──────── Records for this exercise

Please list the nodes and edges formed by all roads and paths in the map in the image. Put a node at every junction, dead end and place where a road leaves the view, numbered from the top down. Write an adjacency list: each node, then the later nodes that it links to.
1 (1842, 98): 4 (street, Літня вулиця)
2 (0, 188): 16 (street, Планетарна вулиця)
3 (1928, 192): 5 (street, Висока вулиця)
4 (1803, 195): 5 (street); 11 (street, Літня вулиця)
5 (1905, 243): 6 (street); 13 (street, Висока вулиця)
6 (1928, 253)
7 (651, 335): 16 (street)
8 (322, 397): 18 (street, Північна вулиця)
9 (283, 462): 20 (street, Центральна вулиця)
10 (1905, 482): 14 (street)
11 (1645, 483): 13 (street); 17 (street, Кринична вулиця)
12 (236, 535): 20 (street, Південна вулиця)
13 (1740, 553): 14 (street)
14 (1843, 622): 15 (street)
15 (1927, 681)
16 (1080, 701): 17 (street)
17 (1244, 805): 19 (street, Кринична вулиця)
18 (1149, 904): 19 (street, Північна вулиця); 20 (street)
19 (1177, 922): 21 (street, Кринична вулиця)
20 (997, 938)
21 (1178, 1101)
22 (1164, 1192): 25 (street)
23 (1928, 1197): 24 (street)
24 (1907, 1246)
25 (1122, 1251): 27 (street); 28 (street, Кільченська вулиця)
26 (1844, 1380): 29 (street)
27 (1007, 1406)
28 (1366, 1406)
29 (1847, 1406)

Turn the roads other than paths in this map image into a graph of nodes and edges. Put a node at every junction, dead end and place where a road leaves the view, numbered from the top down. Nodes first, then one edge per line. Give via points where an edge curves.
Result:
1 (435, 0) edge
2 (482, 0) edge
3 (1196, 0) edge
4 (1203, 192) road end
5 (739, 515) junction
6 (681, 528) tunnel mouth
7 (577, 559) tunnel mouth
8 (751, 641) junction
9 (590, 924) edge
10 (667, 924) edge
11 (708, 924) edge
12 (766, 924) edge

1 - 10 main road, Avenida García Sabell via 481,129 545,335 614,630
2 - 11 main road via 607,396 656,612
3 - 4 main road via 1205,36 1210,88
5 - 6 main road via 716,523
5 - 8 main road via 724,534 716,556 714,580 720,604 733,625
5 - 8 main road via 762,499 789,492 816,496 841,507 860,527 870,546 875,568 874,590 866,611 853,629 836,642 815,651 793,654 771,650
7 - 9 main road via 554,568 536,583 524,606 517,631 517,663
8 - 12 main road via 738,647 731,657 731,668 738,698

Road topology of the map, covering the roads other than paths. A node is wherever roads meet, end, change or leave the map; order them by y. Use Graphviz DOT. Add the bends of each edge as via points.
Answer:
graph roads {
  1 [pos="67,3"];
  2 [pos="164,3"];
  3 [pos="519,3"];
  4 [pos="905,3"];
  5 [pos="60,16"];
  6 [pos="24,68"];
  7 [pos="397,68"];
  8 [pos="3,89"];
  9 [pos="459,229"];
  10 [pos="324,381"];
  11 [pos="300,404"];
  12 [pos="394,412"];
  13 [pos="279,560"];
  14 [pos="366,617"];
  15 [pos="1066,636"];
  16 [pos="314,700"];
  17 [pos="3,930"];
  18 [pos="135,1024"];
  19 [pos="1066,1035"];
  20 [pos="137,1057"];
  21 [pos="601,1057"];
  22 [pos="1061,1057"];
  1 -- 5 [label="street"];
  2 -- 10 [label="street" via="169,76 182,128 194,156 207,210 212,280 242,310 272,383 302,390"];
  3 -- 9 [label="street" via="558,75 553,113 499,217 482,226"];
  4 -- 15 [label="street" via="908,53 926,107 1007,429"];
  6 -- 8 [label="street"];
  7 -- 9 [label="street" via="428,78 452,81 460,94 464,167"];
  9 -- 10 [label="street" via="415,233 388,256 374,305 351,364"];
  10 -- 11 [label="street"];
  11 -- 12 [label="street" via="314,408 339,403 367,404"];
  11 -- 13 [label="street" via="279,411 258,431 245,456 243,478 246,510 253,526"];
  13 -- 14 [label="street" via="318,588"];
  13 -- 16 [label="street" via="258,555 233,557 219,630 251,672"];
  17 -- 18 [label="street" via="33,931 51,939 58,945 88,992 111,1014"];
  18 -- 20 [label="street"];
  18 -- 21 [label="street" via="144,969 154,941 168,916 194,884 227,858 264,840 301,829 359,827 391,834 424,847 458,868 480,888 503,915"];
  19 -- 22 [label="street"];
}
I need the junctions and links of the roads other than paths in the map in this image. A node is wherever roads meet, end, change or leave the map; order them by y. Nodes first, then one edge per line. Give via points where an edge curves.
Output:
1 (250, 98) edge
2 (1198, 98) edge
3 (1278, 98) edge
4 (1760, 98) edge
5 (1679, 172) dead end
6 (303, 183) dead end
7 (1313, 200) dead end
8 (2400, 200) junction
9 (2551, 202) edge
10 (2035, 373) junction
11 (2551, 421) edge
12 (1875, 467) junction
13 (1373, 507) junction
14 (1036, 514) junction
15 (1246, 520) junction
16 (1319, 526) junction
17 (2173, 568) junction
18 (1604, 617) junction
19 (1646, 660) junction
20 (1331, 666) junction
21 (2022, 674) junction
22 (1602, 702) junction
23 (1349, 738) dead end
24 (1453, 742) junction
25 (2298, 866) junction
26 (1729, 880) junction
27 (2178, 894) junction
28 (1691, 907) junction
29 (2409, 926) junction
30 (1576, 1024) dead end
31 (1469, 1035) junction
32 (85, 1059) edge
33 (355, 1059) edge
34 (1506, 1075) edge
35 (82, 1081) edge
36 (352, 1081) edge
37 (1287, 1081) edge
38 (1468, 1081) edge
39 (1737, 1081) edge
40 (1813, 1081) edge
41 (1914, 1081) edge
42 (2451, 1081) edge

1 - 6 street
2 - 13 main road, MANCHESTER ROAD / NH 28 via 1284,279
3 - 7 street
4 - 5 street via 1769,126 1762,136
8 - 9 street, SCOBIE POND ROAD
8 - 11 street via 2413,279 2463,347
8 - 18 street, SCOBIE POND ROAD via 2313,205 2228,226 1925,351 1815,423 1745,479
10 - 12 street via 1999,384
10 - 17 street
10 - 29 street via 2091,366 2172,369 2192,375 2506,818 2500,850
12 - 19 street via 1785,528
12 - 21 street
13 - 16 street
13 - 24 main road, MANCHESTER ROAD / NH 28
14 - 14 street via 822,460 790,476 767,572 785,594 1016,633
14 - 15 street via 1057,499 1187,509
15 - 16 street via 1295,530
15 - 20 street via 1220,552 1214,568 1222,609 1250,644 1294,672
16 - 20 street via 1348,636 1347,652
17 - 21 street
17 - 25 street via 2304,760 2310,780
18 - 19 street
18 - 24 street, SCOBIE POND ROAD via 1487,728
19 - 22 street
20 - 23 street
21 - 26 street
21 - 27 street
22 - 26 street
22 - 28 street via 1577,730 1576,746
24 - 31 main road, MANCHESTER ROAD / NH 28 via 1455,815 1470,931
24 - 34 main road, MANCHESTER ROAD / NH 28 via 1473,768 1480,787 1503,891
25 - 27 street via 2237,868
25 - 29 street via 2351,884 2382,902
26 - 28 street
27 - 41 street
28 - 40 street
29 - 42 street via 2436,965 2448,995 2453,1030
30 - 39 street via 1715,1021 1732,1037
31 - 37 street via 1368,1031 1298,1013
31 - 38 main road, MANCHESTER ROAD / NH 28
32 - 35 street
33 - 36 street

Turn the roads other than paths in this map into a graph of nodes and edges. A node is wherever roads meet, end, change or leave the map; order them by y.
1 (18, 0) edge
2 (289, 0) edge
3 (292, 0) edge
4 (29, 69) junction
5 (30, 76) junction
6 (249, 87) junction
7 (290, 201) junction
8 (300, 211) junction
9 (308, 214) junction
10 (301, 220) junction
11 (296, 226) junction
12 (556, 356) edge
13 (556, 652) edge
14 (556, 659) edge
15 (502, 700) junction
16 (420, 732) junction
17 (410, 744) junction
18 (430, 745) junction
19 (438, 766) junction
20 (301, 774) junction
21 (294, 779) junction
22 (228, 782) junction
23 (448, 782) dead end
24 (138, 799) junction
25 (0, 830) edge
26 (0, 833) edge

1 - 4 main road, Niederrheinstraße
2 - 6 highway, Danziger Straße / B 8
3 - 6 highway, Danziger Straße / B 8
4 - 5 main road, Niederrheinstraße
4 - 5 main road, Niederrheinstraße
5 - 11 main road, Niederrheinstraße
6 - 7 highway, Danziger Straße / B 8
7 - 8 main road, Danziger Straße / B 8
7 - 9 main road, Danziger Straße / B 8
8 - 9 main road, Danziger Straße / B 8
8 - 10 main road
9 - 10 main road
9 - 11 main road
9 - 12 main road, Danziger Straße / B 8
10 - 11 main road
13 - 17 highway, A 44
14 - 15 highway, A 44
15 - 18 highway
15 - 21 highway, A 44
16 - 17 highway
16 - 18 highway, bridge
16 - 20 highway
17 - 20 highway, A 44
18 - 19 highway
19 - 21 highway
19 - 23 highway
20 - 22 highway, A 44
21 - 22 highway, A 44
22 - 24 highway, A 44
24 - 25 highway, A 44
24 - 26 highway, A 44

────────────────

What to work on: Up to and including the line that holds "Turn the roads other than paths in this map image", reproduce the records above exactly from their first line, and give nothing else.

Solution for this task:
Please list the nodes and edges formed by all roads and paths in the map in the image. Put a node at every junction, dead end and place where a road leaves the view, numbered from the top down. Write an adjacency list: each node, then the later nodes that it links to.
1 (1842, 98): 4 (street, Літня вулиця)
2 (0, 188): 16 (street, Планетарна вулиця)
3 (1928, 192): 5 (street, Висока вулиця)
4 (1803, 195): 5 (street); 11 (street, Літня вулиця)
5 (1905, 243): 6 (street); 13 (street, Висока вулиця)
6 (1928, 253)
7 (651, 335): 16 (street)
8 (322, 397): 18 (street, Північна вулиця)
9 (283, 462): 20 (street, Центральна вулиця)
10 (1905, 482): 14 (street)
11 (1645, 483): 13 (street); 17 (street, Кринична вулиця)
12 (236, 535): 20 (street, Південна вулиця)
13 (1740, 553): 14 (street)
14 (1843, 622): 15 (street)
15 (1927, 681)
16 (1080, 701): 17 (street)
17 (1244, 805): 19 (street, Кринична вулиця)
18 (1149, 904): 19 (street, Північна вулиця); 20 (street)
19 (1177, 922): 21 (street, Кринична вулиця)
20 (997, 938)
21 (1178, 1101)
22 (1164, 1192): 25 (street)
23 (1928, 1197): 24 (street)
24 (1907, 1246)
25 (1122, 1251): 27 (street); 28 (street, Кільченська вулиця)
26 (1844, 1380): 29 (street)
27 (1007, 1406)
28 (1366, 1406)
29 (1847, 1406)

Turn the roads other than paths in this map image into a graph of nodes and edges. Put a node at every junction, dead end and place where a road leaves the view, numbered from the top down. Nodes first, then one edge per line. Give via points where an edge curves.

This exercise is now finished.